How virulent are they? Yesterday I
arrived unannounced at one the of the largest madrasas in
Lahore, a city that, besides being the home of some of
the most beautiful and breathtaking of Mogul
architecture, sits close up to the Indian border and
provides a base for an assortment of militant groups,
some prepared to use violence without
compunction.
I purposely chose a madrasa of the
Deobandi school of Islamic belief which is considered to
be close to the ultra fundamentalist Wahabism of Saudi
Arabia. This madrassa, Jamera Ashnafia, has 1200 boys,
where they spend two years at the age of 10 doing little
else but learning the Koran by heart. Some later go on to
government schools to learn from a wider curriculum, some
return at the age of 16 or 18 to study Islamic theology
up to university level.
Everything is free, the atmosphere
is convivial and the sizeable buildings grouped around a
mosque are roomy and airy. In the mosque small groups of
boys giggled and recited their way through the pages of
the Koran. The finance is all raised inside Pakistan from
donations, the madrasa's accountant told me. Accompanied
by a university professor who read the Urdu notices
pinned to various boards and walls we could find not one
word of an extremist pitch. One said simply, "Even a
smile is charity". We left convinced, as one teacher told
us, that the school has no truck with violence and even
forbids teachers to use corporal punishment. "Even if a
pupil decides to use his pen as a stick and poke some one
we are against it," he said.
Maybe I was hoodwinked but I don't
think so. I checked out their reputation and it stands up
well. But there is no doubt that militant madrasas abound
in Pakistan.
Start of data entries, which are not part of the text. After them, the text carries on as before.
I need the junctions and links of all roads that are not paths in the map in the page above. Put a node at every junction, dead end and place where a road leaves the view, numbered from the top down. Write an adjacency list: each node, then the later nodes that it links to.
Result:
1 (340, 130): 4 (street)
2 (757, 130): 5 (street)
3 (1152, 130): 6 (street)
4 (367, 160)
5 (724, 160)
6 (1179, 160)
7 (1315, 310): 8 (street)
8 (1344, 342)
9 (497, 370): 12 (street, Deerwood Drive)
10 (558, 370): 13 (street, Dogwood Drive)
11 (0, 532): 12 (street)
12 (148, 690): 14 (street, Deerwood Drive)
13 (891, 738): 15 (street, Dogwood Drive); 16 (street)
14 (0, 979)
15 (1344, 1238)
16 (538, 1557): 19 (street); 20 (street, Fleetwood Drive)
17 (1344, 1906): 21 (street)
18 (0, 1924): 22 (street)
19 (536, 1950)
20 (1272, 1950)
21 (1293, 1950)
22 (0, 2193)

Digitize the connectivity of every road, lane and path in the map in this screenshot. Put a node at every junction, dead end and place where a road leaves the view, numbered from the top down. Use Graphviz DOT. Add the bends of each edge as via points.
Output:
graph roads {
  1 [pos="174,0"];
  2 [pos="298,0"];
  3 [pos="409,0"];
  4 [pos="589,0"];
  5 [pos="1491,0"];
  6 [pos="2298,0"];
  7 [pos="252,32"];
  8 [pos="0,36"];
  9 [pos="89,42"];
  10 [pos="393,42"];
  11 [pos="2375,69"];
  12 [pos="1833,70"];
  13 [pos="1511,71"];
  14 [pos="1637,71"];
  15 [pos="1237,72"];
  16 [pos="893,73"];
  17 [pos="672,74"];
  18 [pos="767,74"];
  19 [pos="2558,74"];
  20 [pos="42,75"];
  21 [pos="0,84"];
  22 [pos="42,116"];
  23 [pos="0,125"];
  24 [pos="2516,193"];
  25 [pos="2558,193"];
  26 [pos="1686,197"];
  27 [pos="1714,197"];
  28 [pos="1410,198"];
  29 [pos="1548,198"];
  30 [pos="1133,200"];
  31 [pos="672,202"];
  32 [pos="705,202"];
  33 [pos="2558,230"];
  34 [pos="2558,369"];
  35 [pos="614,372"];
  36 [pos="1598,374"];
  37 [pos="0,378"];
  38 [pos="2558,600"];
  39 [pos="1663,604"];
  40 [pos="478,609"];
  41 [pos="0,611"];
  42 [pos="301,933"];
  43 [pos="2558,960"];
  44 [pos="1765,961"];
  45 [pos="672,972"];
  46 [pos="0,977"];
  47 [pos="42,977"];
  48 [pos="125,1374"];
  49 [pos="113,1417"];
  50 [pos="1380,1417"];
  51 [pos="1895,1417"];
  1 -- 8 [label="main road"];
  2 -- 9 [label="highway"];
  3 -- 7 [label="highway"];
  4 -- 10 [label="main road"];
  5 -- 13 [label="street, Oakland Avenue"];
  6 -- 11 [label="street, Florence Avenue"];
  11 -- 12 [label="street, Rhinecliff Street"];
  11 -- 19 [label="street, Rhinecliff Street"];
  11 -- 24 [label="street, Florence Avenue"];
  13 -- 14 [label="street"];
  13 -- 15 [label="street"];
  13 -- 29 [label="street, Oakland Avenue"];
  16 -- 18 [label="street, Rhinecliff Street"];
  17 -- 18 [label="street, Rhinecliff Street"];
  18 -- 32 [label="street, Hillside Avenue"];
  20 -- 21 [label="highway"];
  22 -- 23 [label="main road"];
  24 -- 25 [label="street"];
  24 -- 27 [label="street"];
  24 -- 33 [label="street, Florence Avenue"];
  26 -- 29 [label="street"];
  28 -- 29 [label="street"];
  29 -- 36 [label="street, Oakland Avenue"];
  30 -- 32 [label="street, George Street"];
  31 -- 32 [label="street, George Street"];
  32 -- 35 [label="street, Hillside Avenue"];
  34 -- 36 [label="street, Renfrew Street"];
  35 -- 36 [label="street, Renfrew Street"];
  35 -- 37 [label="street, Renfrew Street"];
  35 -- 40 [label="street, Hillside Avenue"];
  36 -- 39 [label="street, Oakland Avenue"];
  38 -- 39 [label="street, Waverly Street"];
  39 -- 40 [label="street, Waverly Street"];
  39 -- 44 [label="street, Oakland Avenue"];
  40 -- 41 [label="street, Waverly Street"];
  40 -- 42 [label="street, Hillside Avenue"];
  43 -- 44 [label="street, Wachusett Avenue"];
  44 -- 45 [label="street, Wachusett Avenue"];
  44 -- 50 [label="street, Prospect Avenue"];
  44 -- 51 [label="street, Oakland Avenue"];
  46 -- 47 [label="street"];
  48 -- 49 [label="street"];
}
Too many observers who know the country well
and who know what's what in Pakistani education have seen
first hand the preaching and indoctrination of hatred by
clerics, creating a class of religious lumpen
proletariat.
One of the most notorious is
Haqqania, recently visited by the India-based novelist
William Dalrymple. In the latest issue of the New York
Review of Books he reports that its director boasted to
him that whenever the Taliban put out a call for fighters
he would simply close down the school and send the boys
off to war.
The International Crisis Group says
there are 10,000 madrasas. The World Bank has challenged
this figure saying that less than 1% of all Pakistanis
are educated in them.
What is not challenged is that the
madrasas exist because of the country's appalling record
on state education. In contrast to its neighbor, India,
one administration after another has allowed the
educational system the British built up to disintegrate.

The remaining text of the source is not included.